For the current study, the linear slope and quadratic term variances were set to zero in both classes, as were the covariances. Furthermore, the intercept variances were set to 0.80 in both classes, and the residual variances were held constant across all time periods.
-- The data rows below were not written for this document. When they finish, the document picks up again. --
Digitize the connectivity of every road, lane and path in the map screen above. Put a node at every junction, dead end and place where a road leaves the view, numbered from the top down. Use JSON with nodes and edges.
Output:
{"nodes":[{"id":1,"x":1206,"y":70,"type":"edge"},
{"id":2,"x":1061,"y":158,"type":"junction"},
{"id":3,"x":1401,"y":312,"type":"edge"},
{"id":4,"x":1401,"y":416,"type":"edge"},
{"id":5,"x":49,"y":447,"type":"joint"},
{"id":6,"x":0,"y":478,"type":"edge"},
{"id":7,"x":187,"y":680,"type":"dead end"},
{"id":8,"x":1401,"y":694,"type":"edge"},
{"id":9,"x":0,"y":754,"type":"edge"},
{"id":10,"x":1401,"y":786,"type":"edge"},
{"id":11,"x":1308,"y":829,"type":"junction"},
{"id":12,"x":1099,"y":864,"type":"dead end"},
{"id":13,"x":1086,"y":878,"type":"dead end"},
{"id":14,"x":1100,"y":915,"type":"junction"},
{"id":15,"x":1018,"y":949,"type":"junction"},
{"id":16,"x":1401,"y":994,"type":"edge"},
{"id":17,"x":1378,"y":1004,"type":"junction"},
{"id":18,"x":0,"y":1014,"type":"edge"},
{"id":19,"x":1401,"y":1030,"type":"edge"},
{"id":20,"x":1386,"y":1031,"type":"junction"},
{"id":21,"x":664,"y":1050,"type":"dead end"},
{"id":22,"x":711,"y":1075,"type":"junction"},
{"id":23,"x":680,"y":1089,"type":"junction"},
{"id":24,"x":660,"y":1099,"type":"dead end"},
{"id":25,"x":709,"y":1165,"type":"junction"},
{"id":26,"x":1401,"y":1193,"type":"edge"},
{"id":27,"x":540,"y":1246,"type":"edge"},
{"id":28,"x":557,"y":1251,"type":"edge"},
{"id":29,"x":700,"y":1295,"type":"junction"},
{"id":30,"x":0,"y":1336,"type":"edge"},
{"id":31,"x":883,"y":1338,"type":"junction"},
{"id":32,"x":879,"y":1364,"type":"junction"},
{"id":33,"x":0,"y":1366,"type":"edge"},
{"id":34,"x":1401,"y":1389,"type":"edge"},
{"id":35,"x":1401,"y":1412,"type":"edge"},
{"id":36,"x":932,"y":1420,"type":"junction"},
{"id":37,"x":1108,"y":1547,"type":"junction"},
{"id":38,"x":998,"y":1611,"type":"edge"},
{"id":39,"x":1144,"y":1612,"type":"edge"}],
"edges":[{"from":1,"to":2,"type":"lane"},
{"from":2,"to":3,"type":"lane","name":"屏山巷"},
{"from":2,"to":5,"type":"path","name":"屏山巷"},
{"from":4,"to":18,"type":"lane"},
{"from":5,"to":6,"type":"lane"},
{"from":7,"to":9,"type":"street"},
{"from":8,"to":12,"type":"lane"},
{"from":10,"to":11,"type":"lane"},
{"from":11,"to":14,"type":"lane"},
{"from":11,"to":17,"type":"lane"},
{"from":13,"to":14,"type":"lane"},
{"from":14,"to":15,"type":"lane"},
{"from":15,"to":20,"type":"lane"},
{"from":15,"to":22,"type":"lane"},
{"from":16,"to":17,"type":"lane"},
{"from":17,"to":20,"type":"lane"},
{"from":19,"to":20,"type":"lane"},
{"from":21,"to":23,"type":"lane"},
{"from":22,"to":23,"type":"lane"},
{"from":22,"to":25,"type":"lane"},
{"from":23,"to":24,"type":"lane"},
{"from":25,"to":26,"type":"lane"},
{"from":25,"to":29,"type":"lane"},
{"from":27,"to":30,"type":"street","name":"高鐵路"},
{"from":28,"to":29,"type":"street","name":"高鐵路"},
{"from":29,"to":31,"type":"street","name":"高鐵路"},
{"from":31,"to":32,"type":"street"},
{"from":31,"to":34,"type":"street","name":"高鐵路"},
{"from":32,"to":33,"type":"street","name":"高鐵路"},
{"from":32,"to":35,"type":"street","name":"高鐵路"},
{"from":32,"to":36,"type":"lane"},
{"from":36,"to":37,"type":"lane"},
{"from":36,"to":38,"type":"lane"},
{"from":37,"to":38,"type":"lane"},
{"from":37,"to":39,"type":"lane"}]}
Therefore, Equation 4 reduces to Equation 4a.

ρ = \frac{ψ_{00}}{ψ_{00} + σ^{2}}

(4a)

As an example, for a reliability of 0.95 for the linear (non-crossing) model, plug in the known values into Equation 4a and solve for the unknown value,

σ^{2}

:

0.95 = \frac{0.80}{0.80 + σ^{2}} \Rightarrow σ^{2} = 0.0421 .

The population effect size for the GMMs is given in Equation 5.

d = \frac{μ_{D}}{σ_{D}} = \frac{(\sum_{k = 1}^{K} π_{k} μ_{3 k}) - (\sum_{k = 1}^{K} π_{k} μ_{1 k})}{\sqrt{(\sum_{k = 1}^{K} π_{k} {(μ_{3 k} - μ_{D})}^{2}) + 2 σ^{2}}},

(5)

where

μ_{D}

is the mean of the difference scores,

σ_{D}

is the standard deviation of the difference scores,

π_{k}

is the prevalence of class k,

μ_{3 k}

is the mean of class k at Time Period 3,

μ_{1 k}

is the mean of class k at Time Period 1 and

σ_{t}^{2}

is the residual variance at time period t.

As an example, the effect size for the linear (non-crossing) model with a reliability of 0.80 and a Class 2 prevalence and slope of 0.60 and 0.10, respectively, and a Class 1 prevalence and slope of 0.40 and 0.40, respectively is:

\begin{matrix} d = \frac{μ_{D}}{σ_{D}} = \frac{(π_{2} μ_{13} + π_{1} μ_{23}) - (π_{2} μ_{11} + π_{1} μ_{21})}{\sqrt{π_{2} {(μ_{13} - μ_{D})}^{2} + π_{1} {(μ_{23} - μ_{D})}^{2} + 2 σ^{2}}} = \\ \frac{(0.60 * 0.20 + 0.40 * 0.80) - (0.60 * 0 + 0.40 * 0)}{\sqrt{0.60 {(0.20 - 0.44)}^{2} + 0.40 {(0.80 - 0.44)}^{2} + (2 * 0.20)}} = 0.63 . \end{matrix}

The population effect size for each cell of the design is given in Table 2.

Table 2. Population effect size for each cell of the design.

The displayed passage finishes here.